It was a search for Ruppert that led me to Cardin’s blog, The Teeming Brain, the first time. As I combed the archives, it became clear that the intellect and reason with which he wrote was far above the other places where Ruppert’s name turns up. It also became clear that his passion for supernatural literature, creative thinking, religion and a host of other intriguing topics would make it a place I’d return often.

I have yet to read Matt’s first book Divinations Of The Deep, released on Ash-Tree Press in 2002, but when Dark Awakenings was released by Mythos Books this year I snatched it up. 2/3rd’s of the book is short fiction, while the final third consists of three essays.

Cardin’s work is often mentioned along side such pillars as Lovecraft and Ligotti. It is said, that he (among a select few others) is the progeny of the dread those authors have sown. It is a fair assessment, however I don’t feel comfortable directly comparing them. Those writers leave you with a distinct feeling, a feeling that is an abundance of their appeal. Cardin does this as well, but it is unique to that of the above mentioned, to anyone I have read really.

This is intellectual, introspective, shamanic horror.
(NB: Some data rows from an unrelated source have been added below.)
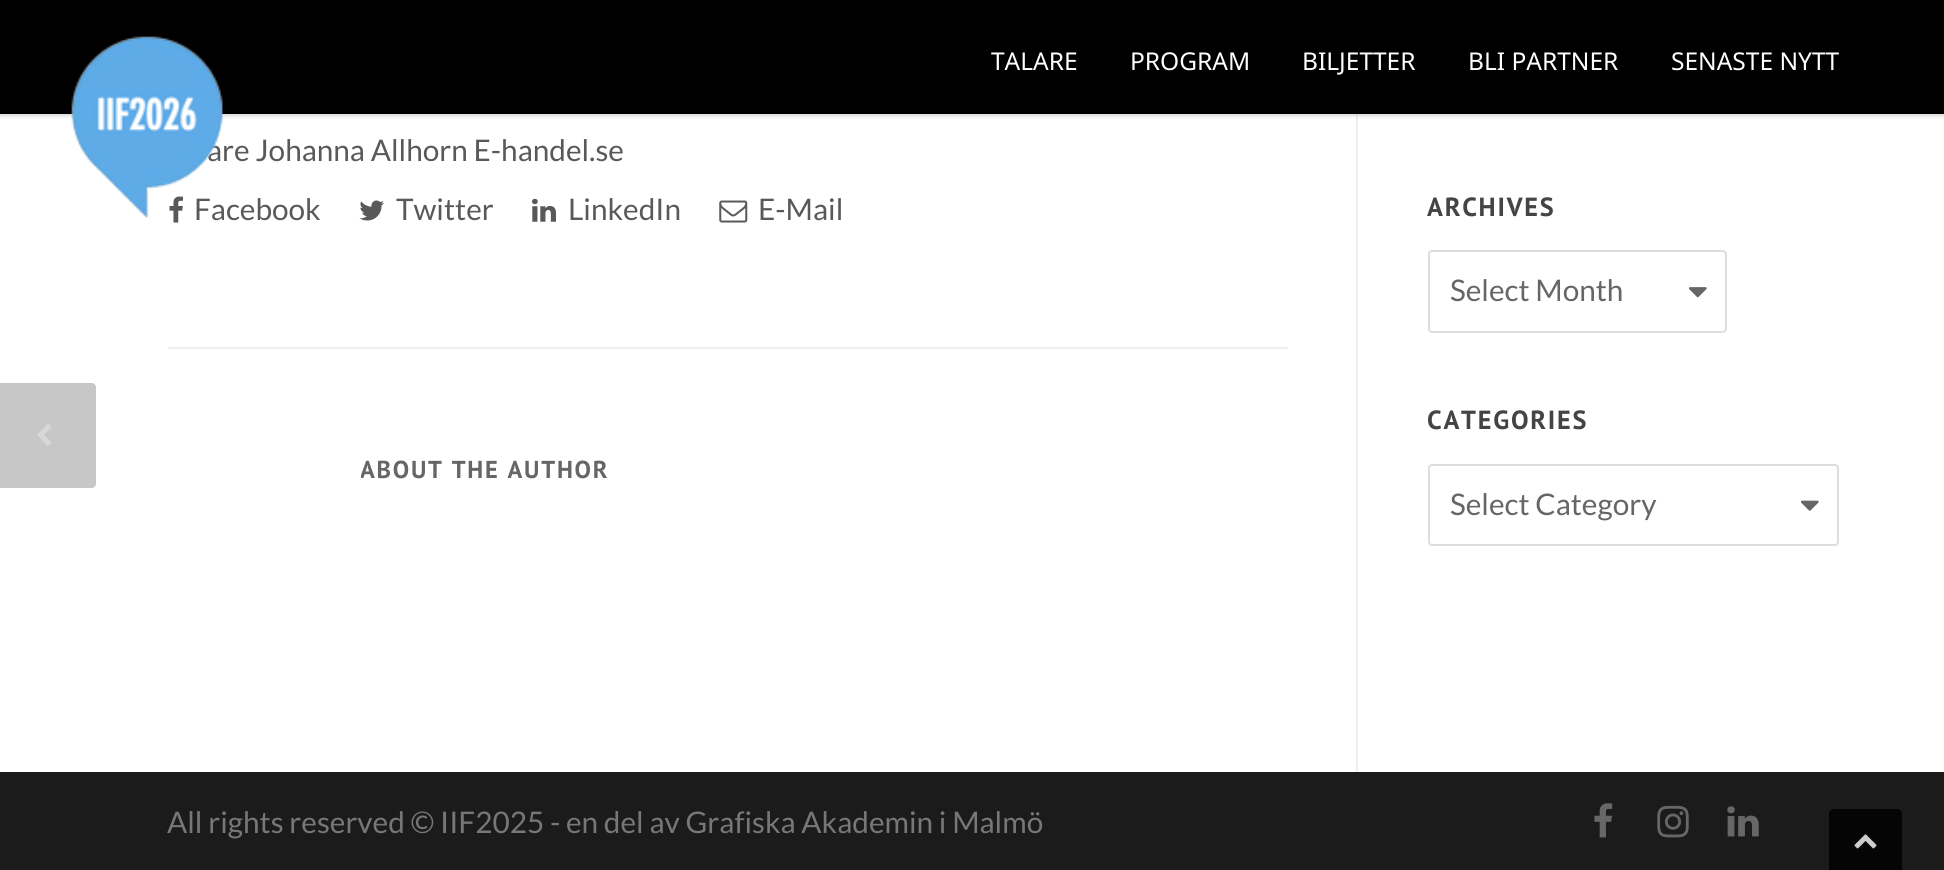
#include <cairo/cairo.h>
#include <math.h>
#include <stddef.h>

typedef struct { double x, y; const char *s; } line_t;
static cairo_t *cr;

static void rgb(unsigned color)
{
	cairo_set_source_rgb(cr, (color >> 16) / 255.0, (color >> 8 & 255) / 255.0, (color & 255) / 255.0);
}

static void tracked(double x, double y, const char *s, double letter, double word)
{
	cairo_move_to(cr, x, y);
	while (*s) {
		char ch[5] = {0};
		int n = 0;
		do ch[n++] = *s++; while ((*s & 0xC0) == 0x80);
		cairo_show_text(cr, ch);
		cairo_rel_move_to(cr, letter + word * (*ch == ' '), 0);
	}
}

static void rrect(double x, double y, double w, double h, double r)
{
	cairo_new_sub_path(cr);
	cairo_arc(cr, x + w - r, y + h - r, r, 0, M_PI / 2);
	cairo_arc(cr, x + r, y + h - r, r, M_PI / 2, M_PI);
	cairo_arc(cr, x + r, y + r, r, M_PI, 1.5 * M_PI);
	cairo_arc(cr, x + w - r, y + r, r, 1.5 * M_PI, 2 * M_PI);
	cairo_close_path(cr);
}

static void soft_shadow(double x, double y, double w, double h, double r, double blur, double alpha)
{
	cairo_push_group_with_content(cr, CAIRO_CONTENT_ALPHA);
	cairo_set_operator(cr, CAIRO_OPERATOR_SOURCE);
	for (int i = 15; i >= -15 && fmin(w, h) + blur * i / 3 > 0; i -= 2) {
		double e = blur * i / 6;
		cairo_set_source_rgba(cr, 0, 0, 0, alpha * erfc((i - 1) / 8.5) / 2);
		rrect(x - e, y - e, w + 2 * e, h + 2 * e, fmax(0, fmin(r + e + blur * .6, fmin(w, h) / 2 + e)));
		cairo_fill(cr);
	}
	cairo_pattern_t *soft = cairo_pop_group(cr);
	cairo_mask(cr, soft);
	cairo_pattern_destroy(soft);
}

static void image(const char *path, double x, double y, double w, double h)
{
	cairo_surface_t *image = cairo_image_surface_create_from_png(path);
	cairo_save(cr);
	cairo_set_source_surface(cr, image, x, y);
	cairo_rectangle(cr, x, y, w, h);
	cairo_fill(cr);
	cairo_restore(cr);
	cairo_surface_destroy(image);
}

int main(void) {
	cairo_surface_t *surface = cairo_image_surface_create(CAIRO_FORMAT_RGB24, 1944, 870);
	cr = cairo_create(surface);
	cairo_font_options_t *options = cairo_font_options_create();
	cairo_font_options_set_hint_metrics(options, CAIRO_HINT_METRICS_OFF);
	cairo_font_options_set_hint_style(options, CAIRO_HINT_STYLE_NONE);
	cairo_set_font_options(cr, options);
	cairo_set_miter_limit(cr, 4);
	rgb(0xffffff);
	cairo_paint(cr);
	rgb(0xefefef);
	cairo_rectangle(cr, 1356, 114, 2, 658);
	cairo_fill(cr);
	rgb(0x000000);
	soft_shadow(-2, -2, 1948, 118, 0, 2, 0.16);
	rgb(0x000000);
	cairo_rectangle(cr, 0, 0, 1944, 114);
	cairo_fill(cr);
	image("img/2.png", 169, 196, 14, 27);
	image("img/3.png", 359, 200, 25, 21);
	image("img/4.png", 532, 198, 24, 24);
	image("img/5.png", 719, 200, 29, 23);
	rgb(0xc7c7c7);
	cairo_new_path(cr);
	cairo_move_to(cr, -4, 383);
	cairo_line_to(cr, 92, 383);
	cairo_curve_to(cr, 94, 383, 96, 385, 96, 387);
	cairo_line_to(cr, 96, 484);
	cairo_curve_to(cr, 96, 486, 94, 488, 92, 488);
	cairo_line_to(cr, -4, 488);
	cairo_close_path(cr);
	cairo_fill(cr);
	image("img/6.png", 37, 424, 14, 22);
	rgb(0xefefef);
	cairo_rectangle(cr, 168, 347, 1120, 2);
	cairo_fill(cr);
	image("img/7.png", 1689, 287, 18, 11);
	rrect(1429, 251, 297, 81, 3);
	rgb(0xdddddd);
	cairo_stroke(cr);
	image("img/8.png", 1801, 500, 18, 11);
	rrect(1429, 465, 409, 80, 3);
	cairo_stroke(cr);
	rgb(0x1b1b1b);
	cairo_rectangle(cr, 0, 772, 1944, 98);
	cairo_fill(cr);
	image("img/9.png", 1594, 803, 19, 35);
	image("img/10.png", 1657, 805, 32, 33);
	image("img/11.png", 1727, 806, 32, 31);
	rgb(0x050505);
	cairo_new_path(cr);
	cairo_move_to(cr, 1834, 809);
	cairo_line_to(cr, 1897, 809);
	cairo_curve_to(cr, 1900, 809, 1902, 811, 1902, 814);
	cairo_line_to(cr, 1902, 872);
	cairo_line_to(cr, 1829, 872);
	cairo_line_to(cr, 1829, 814);
	cairo_curve_to(cr, 1829, 811, 1831, 809, 1834, 809);
	cairo_close_path(cr);
	cairo_fill(cr);
	image("img/12.png", 1854, 834, 23, 15);
	cairo_select_font_face(cr, "Noto Sans", CAIRO_FONT_SLANT_NORMAL, CAIRO_FONT_WEIGHT_NORMAL);
	cairo_set_font_size(cr, 24.5);
	rgb(0xffffff);
	{
		static const line_t items[] = {
			{991, 70, "TALARE"},
			{1130, 70, "PROGRAM"},
			{1302, 70, "BILJETTER"},
			{1468, 70, "BLI PARTNER"},
			{1671, 70, "SENASTE NYTT"},
		};
		for (size_t i = 0; i < sizeof items / sizeof *items; i++) {
			cairo_move_to(cr, items[i].x, items[i].y);
			cairo_show_text(cr, items[i].s);
		}
	}
	cairo_select_font_face(cr, "Lato", CAIRO_FONT_SLANT_NORMAL, CAIRO_FONT_WEIGHT_NORMAL);
	cairo_set_font_size(cr, 29.75);
	rgb(0x595959);
	cairo_move_to(cr, 207, 161);
	cairo_show_text(cr, "are Johanna Allhorn E-handel.se");
	cairo_move_to(cr, 194, 220);
	cairo_show_text(cr, "Facebook");
	image("img/1.png", 71, 36, 152, 182);
	{
		static const line_t items[] = {
			{396, 220, "Twitter"},
			{568, 220, "LinkedIn"},
			{758, 220, "E-Mail"},
		};
		for (size_t i = 0; i < sizeof items / sizeof *items; i++) {
			cairo_move_to(cr, items[i].x, items[i].y);
			cairo_show_text(cr, items[i].s);
		}
	}
	cairo_save(cr);
	cairo_rectangle(cr, 361, 453, 927, 49);
	cairo_clip(cr);
	cairo_select_font_face(cr, "PT Sans", CAIRO_FONT_SLANT_NORMAL, CAIRO_FONT_WEIGHT_BOLD);
	cairo_set_font_size(cr, 24.5);
	rgb(0x666666);
	tracked(360, 478, "ABOUT THE AUTHOR", 1.75, 0);
	cairo_restore(cr);
	cairo_select_font_face(cr, "PT Sans", CAIRO_FONT_SLANT_NORMAL, CAIRO_FONT_WEIGHT_BOLD);
	cairo_set_font_size(cr, 26.25);
	rgb(0x444444);
	tracked(1427, 216, "ARCHIVES", 1.75, 0);
	cairo_select_font_face(cr, "Lato", CAIRO_FONT_SLANT_NORMAL, CAIRO_FONT_WEIGHT_NORMAL);
	cairo_set_font_size(cr, 29.75);
	rgb(0x666666);
	cairo_move_to(cr, 1450, 301);
	cairo_show_text(cr, "Select Month");
	cairo_select_font_face(cr, "PT Sans", CAIRO_FONT_SLANT_NORMAL, CAIRO_FONT_WEIGHT_BOLD);
	cairo_set_font_size(cr, 26.25);
	rgb(0x444444);
	tracked(1427, 429, "CATEGORIES", 1.75, 0);
	cairo_select_font_face(cr, "Lato", CAIRO_FONT_SLANT_NORMAL, CAIRO_FONT_WEIGHT_NORMAL);
	cairo_set_font_size(cr, 29.75);
	rgb(0x666666);
	cairo_move_to(cr, 1450, 515);
	cairo_show_text(cr, "Select Category");
	rgb(0x777777);
	cairo_move_to(cr, 167, 833);
	cairo_show_text(cr, "All rights reserved © IIF2025 - en del av Grafiska Akademin i Malmö");
	cairo_surface_write_to_png(surface, "page.png");
	cairo_font_options_destroy(options);
	cairo_destroy(cr);
	cairo_surface_destroy(surface);
	return 0;
}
The black things crawl through the psychic ditches of our world but in Cardin’s writing they are tethered more concretely to a sense of humanity. This is, in part, due to the scholarly inclusion of religion that he weaves through his tales. Let me be clear, these are not religious stories in any sense that would lead readers of this site to be apprehensive. The stories here incorporate undiscussed elements of religion that illustrate both a connection to something bigger and a reminder of the dark things hidden in the heavy language of gods.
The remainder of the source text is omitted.